14話「作戦成功」





 
 ずっと誰にも伝えなかった、伝えたくもなかった本当の気持ち。
 それを出は知っていた。

 彼には隠し事など出来るはずもなかったのだと、立夏は今更ながらに気づいた。


 「どうして、それを……。」
 「俺は立夏をずっと見てきたから、知ってるよ。小さな頃から、秋文が好きで、そして千春と出会ってから、その気持ちを諦めたことを。」
 「………そう、だったんだ………。」


 千春は、自分の体から力が抜けていくのを感じた。
 するほど、止まっていた涙もまた少しずつ流れ始めた。
 この人には、自分の気持ちを隠さなくてもいいんだ。そう思った瞬間から、何故か顔が微笑んでしまっていた。


 「私、本当に小さい頃から秋文に惹かれてた。気づいたら好きになってたの。でも、秋文とは腐れ縁だったし、男同士みたいな遊びをしたり、喧嘩をしたりで……。秋文が私を好きになることはないってわかってた。それに、私自身も彼と付き合っても、きっと上手くいかないだろうって、わかっていた。」
 「………立夏……。」


 思い出したくない過去を話しながら、立夏は苦笑した。
 秋文と立夏は、近すぎた。そして、似すぎてきた。彼と付き合っても、喧嘩が絶えなかっただろうし、彼が好きな女性にはなれないとわかっていた。


 「だからね、私が千春と友達になって、2人に紹介した時、秋文が一瞬で千春に心を奪われていたのがすぐにわかった。……千春に会った瞬間から、秋文は千春に惹かれていたの。」
 「あぁ………そうだったな。あいつは一見読めない奴に見てるけど、わかりやすい。」
 「そうだよね。……そんな秋文の表情を見るのは初めてだったから、私も驚いたし、少し嫉妬したけれど……すぐに諦めてしまったの。」
 「………。」
 「あぁ、この子には勝てないんだって。……そう思った時点で、私が負けてしまったんだろうね。」


 立夏は自嘲気味に笑いながら、まだ目元に残る涙を手で乱暴に拭きながら、話しを続けた。
 思い出したくない過去だとしても、誰にも話せなかった記憶。
 それを口にすると、一気に言葉が溢れ出てしまう。立夏は自分の口を止めることが出来なかった。

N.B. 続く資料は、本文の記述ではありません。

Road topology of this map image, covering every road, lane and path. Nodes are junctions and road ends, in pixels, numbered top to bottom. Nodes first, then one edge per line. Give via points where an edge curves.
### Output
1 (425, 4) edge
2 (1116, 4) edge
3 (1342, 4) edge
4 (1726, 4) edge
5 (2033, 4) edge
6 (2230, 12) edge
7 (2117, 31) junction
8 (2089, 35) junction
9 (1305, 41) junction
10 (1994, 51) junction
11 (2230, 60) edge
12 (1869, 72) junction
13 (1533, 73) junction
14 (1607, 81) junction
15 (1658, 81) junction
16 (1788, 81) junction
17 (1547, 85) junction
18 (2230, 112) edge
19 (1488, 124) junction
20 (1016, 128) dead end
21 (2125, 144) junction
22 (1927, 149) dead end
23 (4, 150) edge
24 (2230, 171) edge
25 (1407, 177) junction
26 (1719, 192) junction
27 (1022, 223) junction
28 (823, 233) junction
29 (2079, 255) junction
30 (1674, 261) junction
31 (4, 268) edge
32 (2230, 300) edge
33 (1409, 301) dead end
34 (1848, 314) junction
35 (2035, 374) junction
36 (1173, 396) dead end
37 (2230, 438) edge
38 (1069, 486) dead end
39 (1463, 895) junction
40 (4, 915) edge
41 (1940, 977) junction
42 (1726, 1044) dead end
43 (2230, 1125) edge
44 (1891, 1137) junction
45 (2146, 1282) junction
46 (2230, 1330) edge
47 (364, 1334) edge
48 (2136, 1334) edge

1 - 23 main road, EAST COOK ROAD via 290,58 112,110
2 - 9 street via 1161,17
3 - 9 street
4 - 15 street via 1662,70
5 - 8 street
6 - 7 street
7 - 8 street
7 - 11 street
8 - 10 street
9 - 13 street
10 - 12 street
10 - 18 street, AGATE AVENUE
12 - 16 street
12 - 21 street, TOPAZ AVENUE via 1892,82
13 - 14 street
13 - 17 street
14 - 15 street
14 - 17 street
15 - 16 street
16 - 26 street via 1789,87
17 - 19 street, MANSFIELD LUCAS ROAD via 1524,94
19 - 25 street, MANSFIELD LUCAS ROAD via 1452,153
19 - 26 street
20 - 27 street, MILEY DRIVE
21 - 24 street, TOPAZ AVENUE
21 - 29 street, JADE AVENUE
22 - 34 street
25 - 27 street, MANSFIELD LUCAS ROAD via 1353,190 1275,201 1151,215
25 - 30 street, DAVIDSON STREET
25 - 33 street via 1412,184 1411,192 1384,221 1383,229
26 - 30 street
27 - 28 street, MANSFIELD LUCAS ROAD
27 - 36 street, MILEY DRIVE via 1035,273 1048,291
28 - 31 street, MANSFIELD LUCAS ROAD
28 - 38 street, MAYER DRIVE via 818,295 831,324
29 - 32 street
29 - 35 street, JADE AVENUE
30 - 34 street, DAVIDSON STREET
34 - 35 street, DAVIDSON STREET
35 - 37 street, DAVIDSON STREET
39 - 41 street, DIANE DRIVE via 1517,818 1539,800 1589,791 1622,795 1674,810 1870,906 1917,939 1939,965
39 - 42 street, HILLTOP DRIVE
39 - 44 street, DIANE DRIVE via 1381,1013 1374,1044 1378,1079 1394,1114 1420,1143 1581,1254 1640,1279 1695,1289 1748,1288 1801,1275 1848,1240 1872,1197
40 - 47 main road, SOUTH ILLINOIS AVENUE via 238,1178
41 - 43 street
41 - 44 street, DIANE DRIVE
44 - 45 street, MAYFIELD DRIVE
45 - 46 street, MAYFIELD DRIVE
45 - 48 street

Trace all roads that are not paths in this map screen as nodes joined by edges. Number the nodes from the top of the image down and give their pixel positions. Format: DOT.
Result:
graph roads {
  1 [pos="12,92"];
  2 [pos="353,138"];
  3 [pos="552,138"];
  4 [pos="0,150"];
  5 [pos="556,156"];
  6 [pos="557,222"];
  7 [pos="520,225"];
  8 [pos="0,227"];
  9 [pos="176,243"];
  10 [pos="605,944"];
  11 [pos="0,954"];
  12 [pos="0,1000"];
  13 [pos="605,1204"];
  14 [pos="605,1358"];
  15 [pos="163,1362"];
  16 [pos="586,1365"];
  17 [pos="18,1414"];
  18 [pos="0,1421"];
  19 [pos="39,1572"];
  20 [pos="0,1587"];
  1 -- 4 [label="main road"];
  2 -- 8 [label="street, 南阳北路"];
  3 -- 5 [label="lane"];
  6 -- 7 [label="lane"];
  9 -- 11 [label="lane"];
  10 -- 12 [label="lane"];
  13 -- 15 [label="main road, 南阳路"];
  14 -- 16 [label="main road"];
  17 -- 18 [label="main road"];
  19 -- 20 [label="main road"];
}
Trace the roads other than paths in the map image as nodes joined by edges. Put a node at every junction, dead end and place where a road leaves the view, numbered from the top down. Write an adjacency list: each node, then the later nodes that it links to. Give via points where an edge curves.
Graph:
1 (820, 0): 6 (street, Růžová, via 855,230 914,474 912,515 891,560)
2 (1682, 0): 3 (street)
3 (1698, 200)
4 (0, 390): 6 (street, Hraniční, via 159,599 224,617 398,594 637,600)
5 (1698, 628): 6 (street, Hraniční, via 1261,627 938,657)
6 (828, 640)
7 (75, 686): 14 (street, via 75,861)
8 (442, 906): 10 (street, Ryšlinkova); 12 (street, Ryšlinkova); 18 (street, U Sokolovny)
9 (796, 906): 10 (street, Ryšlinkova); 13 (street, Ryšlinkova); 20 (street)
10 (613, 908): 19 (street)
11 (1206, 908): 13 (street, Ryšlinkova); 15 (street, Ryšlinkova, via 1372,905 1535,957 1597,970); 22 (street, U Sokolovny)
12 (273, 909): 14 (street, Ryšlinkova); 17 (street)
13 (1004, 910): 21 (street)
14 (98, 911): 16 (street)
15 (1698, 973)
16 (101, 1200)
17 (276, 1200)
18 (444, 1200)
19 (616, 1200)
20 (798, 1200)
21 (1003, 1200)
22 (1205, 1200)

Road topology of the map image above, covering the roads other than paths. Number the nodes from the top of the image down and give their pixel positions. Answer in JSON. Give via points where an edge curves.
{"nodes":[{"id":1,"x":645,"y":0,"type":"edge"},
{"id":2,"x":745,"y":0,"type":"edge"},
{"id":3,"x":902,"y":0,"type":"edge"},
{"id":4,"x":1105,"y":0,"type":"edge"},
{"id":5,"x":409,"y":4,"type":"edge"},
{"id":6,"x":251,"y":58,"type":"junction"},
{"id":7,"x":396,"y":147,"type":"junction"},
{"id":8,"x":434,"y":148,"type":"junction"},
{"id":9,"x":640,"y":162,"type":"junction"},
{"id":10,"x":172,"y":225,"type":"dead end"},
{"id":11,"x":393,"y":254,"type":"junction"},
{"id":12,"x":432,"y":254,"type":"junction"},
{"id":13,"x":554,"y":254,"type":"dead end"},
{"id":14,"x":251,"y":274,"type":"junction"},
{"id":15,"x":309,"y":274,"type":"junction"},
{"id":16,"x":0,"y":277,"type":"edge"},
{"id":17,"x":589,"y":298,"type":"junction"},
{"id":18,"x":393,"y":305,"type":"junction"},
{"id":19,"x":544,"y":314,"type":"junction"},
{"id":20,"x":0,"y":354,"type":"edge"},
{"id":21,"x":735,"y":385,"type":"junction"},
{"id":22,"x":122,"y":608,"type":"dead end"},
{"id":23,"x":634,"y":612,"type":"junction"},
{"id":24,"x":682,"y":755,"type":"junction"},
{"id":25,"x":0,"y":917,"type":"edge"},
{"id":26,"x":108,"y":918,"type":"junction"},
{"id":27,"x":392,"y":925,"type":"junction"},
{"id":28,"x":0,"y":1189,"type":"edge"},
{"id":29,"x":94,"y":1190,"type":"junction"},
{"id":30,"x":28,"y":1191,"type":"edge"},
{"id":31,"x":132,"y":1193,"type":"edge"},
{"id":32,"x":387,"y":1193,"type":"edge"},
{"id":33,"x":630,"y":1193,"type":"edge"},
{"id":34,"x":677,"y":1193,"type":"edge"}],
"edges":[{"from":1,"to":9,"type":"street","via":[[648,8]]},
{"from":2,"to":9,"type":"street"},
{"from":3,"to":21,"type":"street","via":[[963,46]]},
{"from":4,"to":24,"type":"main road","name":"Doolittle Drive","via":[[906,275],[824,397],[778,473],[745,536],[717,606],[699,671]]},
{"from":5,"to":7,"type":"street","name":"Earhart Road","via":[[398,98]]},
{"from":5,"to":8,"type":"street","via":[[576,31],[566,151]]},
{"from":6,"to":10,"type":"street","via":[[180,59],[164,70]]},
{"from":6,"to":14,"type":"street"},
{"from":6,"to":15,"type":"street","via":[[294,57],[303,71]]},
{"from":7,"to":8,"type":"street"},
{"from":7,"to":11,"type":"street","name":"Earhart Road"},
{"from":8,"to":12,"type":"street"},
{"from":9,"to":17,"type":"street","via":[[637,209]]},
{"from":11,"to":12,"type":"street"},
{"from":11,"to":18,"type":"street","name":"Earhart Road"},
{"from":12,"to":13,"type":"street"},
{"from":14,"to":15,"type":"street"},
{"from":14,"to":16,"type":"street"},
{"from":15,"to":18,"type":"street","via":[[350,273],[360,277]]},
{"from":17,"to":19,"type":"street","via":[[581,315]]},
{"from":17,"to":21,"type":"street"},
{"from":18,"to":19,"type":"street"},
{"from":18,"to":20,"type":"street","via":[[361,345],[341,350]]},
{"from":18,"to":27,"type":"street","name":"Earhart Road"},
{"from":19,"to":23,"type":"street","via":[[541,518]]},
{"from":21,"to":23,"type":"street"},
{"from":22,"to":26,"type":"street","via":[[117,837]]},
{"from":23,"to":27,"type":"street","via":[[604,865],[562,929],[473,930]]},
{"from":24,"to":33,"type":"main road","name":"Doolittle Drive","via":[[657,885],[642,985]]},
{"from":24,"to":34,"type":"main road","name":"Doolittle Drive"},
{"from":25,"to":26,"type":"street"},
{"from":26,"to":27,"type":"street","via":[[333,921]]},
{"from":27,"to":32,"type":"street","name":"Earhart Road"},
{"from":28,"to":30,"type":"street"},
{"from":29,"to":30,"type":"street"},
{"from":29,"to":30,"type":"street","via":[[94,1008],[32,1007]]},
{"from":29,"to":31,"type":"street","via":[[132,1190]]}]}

 「秋文には幸せになってほしいって思うし、私から見ても千春はいい子で可愛いから、2人が幸せになってくれればいいなって………。でも、秋文が片想いをしている間は、少しだけ安心してた。もしかしたら、って淡い期待をしてたんだろうね。ほんと、バカみたい。」
 

 立夏が自分を卑下すると、出は首を横に振った。そんな事はない、と言っているようだった。
 それを見て、立夏は微笑みながら、小さく息を吐いた。